> [Work request]
All lines of the records below that contain the word "Franche" must be listed.

---- Available data

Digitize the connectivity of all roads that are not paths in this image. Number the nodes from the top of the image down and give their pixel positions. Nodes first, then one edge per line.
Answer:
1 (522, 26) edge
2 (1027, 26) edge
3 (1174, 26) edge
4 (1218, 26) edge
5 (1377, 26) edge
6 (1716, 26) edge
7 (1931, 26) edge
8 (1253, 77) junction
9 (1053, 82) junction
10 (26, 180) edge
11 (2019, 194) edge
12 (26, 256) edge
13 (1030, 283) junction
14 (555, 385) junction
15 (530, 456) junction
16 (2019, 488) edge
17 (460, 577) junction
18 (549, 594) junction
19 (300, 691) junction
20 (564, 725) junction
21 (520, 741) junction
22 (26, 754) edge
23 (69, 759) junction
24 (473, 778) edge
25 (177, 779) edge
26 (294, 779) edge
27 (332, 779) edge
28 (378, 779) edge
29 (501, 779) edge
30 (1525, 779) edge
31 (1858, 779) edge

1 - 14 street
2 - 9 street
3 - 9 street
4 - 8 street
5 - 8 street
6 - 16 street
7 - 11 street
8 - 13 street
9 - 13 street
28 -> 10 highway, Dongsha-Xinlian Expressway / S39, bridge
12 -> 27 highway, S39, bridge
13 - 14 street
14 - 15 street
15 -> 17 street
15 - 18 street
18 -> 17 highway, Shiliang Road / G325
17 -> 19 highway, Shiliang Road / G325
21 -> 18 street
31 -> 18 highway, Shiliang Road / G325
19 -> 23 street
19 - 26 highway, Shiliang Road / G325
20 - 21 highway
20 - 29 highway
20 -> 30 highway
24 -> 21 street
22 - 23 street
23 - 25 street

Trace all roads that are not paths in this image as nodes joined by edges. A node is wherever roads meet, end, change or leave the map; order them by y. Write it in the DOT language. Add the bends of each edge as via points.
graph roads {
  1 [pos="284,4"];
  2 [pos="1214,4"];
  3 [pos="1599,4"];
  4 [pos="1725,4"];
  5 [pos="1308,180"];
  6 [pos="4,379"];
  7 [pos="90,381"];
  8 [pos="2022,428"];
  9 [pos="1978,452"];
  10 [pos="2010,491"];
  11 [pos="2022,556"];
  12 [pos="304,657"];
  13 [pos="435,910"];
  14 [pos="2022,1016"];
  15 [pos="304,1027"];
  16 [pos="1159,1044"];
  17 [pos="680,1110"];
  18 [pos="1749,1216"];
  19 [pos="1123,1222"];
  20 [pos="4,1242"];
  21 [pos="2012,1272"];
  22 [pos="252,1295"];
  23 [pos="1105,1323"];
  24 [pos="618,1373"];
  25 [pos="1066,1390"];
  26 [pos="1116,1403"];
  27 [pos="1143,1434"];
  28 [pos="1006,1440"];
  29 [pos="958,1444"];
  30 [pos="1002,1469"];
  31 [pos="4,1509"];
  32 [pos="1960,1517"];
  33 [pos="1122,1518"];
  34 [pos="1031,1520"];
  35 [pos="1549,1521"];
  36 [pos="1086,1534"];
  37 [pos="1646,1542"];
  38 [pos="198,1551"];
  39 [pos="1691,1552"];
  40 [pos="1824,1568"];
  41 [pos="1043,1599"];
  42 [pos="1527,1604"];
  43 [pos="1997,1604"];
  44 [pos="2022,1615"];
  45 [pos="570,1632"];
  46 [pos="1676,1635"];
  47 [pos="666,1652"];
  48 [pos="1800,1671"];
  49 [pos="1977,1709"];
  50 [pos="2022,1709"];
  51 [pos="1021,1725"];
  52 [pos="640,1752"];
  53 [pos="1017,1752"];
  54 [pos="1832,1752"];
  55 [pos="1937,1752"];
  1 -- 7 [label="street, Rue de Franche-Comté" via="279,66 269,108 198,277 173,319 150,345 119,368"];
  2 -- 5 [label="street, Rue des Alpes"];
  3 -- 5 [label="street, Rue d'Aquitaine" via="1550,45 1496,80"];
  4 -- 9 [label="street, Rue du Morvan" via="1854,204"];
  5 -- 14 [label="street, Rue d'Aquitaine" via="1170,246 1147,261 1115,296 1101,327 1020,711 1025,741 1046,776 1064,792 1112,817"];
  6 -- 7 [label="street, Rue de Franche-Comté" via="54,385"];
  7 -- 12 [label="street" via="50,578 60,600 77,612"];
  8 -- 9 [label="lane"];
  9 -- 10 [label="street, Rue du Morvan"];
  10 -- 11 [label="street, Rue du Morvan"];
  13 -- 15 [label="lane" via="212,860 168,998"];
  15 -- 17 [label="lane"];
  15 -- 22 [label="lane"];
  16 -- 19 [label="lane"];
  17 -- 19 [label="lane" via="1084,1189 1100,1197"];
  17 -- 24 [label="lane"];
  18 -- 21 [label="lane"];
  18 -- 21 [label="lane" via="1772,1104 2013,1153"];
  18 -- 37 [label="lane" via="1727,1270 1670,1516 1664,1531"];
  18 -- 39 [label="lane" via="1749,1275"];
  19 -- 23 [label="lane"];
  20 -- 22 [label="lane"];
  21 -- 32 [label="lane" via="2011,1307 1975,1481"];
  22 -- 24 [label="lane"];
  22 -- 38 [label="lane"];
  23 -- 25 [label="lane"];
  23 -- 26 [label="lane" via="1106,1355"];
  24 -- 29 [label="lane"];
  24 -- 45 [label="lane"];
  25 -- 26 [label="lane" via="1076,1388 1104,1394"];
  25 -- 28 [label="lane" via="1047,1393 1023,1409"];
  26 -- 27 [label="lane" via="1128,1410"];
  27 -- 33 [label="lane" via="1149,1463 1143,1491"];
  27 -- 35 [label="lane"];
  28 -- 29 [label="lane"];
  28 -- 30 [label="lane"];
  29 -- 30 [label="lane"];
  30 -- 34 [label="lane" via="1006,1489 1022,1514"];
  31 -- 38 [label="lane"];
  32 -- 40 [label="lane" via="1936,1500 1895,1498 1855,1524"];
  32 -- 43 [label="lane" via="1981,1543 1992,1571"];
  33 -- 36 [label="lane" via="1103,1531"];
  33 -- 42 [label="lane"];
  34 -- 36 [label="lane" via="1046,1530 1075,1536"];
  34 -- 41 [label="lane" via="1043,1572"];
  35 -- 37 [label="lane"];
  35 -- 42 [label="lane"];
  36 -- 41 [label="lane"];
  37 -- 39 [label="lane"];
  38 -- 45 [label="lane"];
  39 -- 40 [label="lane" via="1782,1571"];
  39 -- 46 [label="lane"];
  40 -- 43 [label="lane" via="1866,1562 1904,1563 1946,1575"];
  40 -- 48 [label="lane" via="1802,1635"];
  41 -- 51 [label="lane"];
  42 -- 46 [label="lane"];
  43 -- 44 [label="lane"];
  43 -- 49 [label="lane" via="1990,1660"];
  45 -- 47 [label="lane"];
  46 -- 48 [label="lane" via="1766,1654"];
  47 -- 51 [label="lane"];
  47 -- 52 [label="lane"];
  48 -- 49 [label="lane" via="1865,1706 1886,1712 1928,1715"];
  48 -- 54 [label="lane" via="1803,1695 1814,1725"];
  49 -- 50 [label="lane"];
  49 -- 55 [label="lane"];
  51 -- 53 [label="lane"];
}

--------

> [Exercise solution]
  1 -- 7 [label="street, Rue de Franche-Comté" via="279,66 269,108 198,277 173,319 150,345 119,368"];
  6 -- 7 [label="street, Rue de Franche-Comté" via="54,385"];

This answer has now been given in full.